Material for the task START
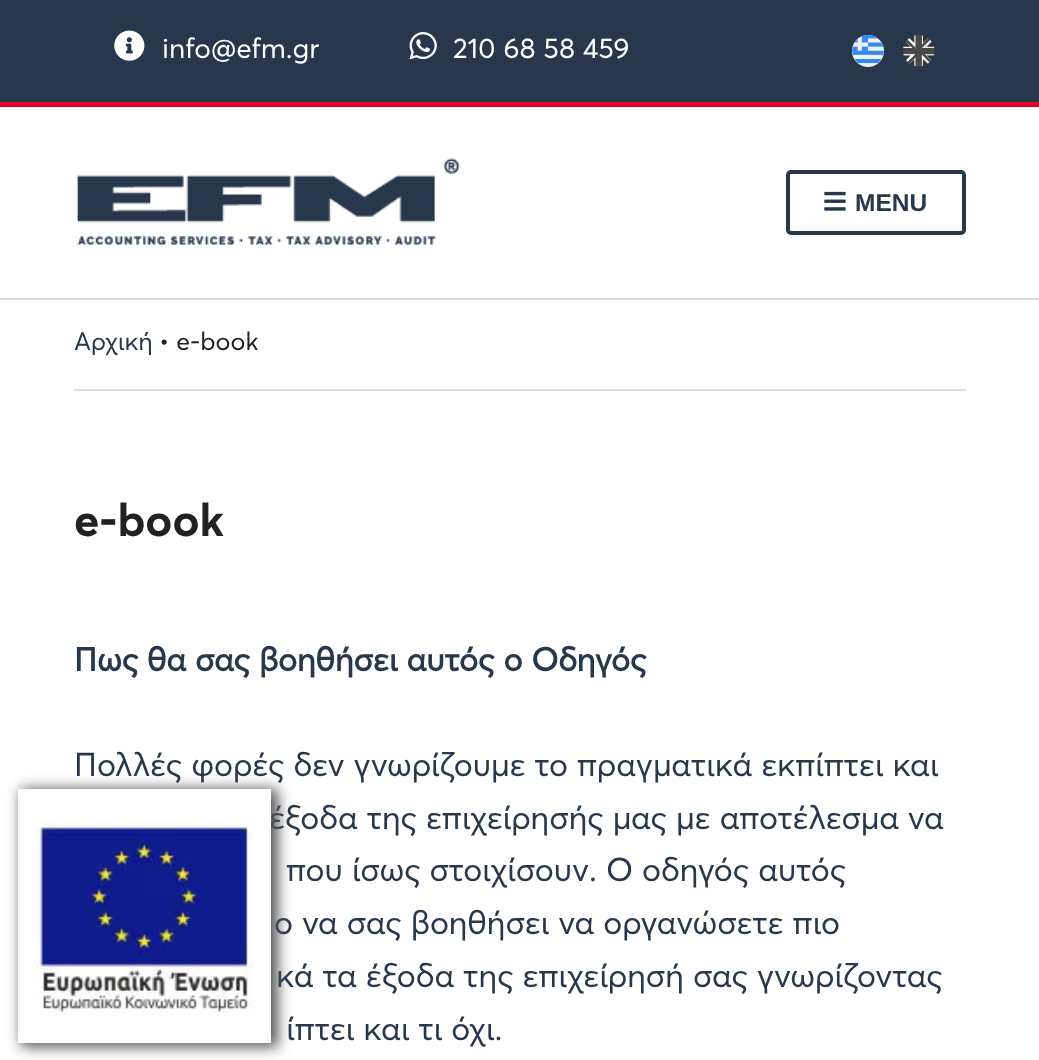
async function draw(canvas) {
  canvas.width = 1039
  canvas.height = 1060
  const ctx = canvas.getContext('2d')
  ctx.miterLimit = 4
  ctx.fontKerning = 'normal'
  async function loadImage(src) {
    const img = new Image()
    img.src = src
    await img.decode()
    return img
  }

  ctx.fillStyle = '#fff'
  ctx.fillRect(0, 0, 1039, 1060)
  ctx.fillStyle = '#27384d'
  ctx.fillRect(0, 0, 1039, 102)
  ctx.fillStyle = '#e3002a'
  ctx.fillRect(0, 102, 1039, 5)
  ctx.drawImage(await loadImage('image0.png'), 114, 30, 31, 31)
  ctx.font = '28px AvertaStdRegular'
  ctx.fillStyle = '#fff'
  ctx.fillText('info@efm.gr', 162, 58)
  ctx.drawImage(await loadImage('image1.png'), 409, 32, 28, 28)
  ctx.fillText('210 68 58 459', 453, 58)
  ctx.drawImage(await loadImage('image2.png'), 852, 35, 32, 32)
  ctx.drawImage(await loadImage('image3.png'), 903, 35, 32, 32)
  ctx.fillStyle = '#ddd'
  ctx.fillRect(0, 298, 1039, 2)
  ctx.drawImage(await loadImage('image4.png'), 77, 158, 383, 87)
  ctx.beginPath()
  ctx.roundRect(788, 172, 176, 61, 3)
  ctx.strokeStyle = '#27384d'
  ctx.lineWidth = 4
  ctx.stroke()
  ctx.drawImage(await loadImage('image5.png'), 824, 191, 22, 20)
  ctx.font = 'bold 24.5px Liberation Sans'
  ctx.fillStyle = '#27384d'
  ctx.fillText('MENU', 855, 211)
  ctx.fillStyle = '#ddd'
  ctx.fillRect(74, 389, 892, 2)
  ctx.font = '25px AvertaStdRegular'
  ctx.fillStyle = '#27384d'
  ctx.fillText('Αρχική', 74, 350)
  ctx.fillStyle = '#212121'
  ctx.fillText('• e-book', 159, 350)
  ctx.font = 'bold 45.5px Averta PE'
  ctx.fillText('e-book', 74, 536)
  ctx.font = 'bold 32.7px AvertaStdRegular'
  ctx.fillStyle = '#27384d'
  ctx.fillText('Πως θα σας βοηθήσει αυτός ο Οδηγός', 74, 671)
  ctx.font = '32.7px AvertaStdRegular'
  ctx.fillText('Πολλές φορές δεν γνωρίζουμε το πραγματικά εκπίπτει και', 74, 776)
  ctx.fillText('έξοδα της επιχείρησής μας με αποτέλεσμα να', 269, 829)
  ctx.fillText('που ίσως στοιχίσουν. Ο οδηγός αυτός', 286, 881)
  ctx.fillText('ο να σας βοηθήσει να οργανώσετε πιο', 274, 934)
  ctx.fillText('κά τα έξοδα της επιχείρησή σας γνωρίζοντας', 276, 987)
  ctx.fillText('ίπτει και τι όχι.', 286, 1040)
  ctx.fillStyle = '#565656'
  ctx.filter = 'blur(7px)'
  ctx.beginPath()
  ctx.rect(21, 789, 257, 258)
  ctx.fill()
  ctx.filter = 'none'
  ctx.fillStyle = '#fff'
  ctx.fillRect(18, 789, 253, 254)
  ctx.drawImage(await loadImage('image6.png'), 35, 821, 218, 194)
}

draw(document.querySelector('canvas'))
Material for the task END
Material for the task START
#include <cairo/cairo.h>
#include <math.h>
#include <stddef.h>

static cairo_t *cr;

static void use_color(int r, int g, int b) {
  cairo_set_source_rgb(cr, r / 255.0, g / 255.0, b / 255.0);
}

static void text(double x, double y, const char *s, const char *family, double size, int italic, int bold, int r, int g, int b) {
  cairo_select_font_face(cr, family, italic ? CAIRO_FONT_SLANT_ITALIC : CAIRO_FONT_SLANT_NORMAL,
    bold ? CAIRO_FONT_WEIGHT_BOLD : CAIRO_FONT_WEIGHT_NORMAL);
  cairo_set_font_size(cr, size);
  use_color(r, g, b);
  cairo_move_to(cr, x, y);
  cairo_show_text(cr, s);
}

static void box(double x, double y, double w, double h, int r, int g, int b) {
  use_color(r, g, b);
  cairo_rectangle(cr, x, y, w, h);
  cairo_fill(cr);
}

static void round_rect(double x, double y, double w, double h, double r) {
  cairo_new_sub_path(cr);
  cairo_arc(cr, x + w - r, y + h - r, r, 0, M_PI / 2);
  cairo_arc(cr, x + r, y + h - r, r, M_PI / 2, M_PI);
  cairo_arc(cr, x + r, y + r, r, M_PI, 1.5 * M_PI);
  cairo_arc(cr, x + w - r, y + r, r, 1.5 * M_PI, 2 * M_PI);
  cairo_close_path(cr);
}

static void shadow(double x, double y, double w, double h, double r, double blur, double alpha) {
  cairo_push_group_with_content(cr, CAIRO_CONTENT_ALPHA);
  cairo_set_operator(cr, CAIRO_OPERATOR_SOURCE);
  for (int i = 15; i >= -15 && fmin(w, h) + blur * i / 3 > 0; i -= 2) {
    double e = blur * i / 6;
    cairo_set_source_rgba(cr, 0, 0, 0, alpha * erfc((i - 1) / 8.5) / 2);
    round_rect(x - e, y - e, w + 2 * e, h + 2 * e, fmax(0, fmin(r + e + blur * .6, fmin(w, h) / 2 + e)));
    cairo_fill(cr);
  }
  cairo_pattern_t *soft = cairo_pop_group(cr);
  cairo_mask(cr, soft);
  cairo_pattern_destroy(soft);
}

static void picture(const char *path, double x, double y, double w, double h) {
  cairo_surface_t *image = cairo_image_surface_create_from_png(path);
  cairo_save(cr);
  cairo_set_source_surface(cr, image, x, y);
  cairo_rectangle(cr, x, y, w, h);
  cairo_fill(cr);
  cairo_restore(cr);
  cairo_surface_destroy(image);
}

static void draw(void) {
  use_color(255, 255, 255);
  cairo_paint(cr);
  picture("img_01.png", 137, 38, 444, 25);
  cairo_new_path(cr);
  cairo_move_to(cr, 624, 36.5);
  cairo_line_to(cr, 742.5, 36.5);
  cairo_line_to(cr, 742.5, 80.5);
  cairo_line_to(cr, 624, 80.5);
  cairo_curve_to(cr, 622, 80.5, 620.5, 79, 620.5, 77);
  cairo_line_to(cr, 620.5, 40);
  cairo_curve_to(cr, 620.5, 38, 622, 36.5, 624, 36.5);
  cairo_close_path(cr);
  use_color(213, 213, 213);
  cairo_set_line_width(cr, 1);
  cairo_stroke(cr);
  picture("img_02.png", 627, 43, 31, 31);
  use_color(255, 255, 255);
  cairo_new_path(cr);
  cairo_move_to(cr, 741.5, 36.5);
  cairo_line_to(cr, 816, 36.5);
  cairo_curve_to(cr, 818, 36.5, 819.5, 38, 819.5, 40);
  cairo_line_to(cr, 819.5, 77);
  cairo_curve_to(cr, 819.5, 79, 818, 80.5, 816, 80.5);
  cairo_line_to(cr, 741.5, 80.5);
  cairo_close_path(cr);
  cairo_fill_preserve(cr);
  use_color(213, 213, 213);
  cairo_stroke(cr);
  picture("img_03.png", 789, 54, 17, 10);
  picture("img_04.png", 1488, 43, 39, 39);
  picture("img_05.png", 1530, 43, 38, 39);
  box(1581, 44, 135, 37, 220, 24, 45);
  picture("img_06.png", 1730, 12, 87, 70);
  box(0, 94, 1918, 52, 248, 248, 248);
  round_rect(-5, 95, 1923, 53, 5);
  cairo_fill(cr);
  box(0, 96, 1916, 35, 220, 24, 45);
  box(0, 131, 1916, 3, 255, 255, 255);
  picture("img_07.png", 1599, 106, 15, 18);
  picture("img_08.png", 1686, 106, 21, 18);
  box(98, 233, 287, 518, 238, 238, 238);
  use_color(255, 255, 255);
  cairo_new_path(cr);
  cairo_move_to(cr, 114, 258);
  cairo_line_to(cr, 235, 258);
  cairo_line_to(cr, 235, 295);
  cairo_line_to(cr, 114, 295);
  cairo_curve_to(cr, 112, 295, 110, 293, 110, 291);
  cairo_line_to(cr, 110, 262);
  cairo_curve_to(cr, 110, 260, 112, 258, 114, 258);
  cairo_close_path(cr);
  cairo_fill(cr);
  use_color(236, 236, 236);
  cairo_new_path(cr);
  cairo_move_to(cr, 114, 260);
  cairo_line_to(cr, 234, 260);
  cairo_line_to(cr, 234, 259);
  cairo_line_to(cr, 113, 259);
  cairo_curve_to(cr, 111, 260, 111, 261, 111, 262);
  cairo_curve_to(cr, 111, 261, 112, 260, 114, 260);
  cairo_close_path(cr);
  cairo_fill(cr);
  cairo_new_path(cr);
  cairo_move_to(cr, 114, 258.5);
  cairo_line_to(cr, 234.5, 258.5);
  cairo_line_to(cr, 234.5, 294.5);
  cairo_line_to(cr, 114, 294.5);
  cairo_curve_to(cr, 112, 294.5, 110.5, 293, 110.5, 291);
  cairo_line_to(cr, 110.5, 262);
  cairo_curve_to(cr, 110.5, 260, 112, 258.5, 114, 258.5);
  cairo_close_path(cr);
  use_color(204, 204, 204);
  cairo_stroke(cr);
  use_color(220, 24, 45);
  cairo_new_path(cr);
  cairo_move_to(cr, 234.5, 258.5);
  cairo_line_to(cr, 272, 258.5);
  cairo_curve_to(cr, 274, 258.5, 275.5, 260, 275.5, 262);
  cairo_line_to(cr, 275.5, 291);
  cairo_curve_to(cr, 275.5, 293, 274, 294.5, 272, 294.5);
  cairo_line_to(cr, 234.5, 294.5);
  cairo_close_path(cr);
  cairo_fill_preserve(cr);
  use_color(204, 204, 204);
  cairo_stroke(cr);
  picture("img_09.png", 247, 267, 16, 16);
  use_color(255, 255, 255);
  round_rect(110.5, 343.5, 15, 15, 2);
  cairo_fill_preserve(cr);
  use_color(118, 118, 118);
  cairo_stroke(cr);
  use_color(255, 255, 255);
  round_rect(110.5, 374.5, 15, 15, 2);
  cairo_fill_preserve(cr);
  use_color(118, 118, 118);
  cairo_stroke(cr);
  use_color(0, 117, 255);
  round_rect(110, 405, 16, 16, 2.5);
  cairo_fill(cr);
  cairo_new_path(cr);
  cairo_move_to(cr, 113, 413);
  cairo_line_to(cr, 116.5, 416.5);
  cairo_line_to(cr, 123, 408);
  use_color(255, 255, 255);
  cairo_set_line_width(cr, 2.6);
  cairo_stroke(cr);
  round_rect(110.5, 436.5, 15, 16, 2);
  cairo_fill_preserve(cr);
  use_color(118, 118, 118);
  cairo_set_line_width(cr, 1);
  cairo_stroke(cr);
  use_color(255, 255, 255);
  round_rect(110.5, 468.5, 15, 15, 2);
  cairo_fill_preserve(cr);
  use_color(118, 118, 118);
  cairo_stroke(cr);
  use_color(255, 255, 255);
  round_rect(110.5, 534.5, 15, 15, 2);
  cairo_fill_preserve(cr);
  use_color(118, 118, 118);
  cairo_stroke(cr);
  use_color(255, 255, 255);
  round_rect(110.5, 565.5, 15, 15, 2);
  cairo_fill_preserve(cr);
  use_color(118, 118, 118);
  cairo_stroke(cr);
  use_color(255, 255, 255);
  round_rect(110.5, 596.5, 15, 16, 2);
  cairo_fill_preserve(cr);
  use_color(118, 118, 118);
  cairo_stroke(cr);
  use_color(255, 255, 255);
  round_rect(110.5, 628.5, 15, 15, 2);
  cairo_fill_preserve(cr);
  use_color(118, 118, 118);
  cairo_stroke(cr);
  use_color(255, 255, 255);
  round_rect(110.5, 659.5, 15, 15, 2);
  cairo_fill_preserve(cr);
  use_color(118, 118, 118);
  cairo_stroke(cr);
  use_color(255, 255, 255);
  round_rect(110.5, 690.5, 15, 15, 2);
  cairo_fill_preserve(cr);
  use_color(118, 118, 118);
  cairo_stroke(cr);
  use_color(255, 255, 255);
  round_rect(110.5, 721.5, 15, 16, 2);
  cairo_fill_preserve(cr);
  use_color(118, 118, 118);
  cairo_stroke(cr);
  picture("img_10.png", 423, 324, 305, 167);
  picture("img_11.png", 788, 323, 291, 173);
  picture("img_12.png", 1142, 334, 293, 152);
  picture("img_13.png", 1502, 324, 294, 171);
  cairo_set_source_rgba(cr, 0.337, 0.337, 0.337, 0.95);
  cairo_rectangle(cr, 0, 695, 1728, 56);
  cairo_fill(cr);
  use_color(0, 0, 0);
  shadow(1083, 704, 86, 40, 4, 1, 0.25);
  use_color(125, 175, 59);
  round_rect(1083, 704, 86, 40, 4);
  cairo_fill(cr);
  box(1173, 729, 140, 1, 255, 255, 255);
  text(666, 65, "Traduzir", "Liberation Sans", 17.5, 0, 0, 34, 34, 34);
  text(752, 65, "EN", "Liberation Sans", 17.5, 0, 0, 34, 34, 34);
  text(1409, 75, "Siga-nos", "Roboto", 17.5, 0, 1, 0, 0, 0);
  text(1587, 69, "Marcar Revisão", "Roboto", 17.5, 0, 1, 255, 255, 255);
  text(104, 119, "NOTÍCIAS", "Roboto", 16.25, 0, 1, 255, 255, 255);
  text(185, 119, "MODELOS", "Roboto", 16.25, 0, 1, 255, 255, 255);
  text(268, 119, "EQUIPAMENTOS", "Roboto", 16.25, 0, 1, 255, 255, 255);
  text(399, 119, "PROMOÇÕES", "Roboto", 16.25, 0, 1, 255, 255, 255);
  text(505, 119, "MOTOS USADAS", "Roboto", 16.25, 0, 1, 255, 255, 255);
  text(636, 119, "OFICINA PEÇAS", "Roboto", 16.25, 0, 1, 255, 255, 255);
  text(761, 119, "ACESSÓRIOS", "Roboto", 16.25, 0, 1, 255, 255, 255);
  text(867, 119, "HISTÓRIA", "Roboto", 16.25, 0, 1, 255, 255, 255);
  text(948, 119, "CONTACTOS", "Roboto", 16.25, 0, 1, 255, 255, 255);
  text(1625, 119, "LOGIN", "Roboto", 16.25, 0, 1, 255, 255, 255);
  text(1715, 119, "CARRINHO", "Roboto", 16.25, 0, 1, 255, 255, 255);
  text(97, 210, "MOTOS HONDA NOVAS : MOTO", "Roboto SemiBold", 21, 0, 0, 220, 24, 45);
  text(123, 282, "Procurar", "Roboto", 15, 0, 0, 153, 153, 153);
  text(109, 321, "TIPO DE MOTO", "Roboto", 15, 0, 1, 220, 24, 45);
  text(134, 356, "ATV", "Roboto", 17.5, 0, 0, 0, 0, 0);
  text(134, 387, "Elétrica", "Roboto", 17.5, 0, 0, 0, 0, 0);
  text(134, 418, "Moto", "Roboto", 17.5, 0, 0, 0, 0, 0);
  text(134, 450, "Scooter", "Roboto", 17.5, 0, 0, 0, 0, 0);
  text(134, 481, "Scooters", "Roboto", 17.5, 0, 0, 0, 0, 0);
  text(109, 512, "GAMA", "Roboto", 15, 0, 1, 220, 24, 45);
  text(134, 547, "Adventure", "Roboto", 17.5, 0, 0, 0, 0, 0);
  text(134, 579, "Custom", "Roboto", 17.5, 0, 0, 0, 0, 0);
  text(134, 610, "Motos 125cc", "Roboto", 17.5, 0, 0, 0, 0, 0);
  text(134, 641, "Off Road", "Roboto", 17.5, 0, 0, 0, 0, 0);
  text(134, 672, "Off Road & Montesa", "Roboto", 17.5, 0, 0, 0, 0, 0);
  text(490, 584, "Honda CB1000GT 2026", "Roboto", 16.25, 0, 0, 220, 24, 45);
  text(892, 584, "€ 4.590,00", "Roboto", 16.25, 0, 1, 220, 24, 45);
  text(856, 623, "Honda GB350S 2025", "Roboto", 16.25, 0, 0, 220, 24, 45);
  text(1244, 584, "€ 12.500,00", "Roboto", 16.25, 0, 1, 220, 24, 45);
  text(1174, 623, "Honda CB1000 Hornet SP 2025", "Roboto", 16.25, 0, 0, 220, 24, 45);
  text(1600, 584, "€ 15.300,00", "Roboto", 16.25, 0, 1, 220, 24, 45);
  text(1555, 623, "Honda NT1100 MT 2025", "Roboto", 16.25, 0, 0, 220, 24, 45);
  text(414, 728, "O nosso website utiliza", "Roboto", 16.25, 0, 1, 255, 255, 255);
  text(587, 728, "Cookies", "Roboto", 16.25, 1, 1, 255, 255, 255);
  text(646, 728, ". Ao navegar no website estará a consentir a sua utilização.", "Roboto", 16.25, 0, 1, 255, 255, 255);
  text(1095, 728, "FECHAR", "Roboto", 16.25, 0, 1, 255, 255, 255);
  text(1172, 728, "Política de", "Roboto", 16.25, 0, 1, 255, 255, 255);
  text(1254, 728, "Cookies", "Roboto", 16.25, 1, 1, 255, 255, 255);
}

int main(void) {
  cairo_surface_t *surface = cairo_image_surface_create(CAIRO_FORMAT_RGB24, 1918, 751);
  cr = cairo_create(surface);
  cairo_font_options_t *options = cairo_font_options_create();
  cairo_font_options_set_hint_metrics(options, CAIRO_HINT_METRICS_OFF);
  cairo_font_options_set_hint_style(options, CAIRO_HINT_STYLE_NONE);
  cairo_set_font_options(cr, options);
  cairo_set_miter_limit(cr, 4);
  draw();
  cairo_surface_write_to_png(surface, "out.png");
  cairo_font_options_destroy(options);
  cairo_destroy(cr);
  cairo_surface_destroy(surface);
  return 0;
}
Material for the task END
Material for the task START
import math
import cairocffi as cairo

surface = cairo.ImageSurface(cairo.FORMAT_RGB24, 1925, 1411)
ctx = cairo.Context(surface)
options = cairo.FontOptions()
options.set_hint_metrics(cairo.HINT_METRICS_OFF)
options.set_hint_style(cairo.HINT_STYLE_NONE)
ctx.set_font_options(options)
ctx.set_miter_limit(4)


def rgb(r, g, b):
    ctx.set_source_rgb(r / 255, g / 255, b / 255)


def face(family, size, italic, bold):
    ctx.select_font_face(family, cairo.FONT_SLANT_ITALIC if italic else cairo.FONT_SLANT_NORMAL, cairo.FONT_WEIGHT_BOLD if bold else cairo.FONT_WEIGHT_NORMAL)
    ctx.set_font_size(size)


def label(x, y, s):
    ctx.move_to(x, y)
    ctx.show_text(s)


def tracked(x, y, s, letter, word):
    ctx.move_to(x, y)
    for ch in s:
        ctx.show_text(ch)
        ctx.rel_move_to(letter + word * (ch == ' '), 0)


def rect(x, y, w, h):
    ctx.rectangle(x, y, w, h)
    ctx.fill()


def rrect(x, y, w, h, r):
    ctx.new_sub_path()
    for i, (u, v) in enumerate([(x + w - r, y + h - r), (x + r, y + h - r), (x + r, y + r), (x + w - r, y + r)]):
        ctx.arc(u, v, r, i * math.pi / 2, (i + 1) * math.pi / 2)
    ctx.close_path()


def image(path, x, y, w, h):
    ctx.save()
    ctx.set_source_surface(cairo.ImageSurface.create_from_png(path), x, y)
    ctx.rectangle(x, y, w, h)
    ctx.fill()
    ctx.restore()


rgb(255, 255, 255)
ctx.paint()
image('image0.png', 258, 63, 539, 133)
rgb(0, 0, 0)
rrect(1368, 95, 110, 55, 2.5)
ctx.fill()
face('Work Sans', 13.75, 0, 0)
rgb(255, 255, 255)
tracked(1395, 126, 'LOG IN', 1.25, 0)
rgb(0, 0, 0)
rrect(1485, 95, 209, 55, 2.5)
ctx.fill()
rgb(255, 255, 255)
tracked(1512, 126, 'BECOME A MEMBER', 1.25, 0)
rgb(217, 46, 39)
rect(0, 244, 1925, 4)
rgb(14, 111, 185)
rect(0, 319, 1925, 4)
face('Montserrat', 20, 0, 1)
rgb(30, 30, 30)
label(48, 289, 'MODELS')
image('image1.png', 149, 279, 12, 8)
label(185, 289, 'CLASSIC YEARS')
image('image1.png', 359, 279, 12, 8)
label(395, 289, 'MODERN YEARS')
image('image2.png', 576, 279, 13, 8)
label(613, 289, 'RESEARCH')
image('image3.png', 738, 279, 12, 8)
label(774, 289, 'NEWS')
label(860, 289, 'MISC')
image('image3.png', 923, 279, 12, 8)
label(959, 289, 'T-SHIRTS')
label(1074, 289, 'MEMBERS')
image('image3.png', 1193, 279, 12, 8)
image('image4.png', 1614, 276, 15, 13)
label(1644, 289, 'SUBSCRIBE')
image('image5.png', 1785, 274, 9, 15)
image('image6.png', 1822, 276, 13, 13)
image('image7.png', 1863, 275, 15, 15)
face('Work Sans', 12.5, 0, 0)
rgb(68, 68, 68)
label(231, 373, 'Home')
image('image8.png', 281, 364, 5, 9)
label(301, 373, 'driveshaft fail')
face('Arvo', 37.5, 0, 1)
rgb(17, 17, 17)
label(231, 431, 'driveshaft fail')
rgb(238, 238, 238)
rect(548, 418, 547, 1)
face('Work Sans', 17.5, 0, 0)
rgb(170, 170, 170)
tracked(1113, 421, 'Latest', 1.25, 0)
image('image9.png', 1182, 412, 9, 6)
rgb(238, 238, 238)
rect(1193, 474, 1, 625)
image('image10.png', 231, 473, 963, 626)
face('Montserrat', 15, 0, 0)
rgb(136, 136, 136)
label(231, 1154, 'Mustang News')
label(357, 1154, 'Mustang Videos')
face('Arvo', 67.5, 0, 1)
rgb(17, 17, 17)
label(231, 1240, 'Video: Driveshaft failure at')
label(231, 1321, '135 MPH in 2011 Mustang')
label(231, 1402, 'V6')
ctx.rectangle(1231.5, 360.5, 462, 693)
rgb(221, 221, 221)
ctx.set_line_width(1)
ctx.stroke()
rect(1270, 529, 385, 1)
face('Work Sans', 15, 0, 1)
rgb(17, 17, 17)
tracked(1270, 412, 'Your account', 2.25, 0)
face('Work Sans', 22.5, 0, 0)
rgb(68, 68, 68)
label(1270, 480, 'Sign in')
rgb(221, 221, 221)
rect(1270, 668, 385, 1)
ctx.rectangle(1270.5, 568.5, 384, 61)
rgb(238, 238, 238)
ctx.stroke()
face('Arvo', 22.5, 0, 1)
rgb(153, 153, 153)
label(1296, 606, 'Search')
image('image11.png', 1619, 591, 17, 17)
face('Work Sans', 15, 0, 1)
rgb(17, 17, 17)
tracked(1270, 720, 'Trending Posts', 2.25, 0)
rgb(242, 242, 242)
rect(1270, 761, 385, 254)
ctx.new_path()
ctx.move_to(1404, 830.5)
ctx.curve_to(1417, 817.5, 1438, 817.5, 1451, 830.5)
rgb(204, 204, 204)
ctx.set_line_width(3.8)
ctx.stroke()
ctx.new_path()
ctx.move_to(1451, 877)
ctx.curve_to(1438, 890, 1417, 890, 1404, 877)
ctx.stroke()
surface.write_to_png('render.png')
Material for the task END
#### What the task requires
Set down, exactly as they stand above, the lines starting with the line with "ctx.new_sub_path()" and going on through the line with "ctx.restore()", and no others.

#### Task solution
    ctx.new_sub_path()
    for i, (u, v) in enumerate([(x + w - r, y + h - r), (x + r, y + h - r), (x + r, y + r), (x + w - r, y + r)]):
        ctx.arc(u, v, r, i * math.pi / 2, (i + 1) * math.pi / 2)
    ctx.close_path()


def image(path, x, y, w, h):
    ctx.save()
    ctx.set_source_surface(cairo.ImageSurface.create_from_png(path), x, y)
    ctx.rectangle(x, y, w, h)
    ctx.fill()
    ctx.restore()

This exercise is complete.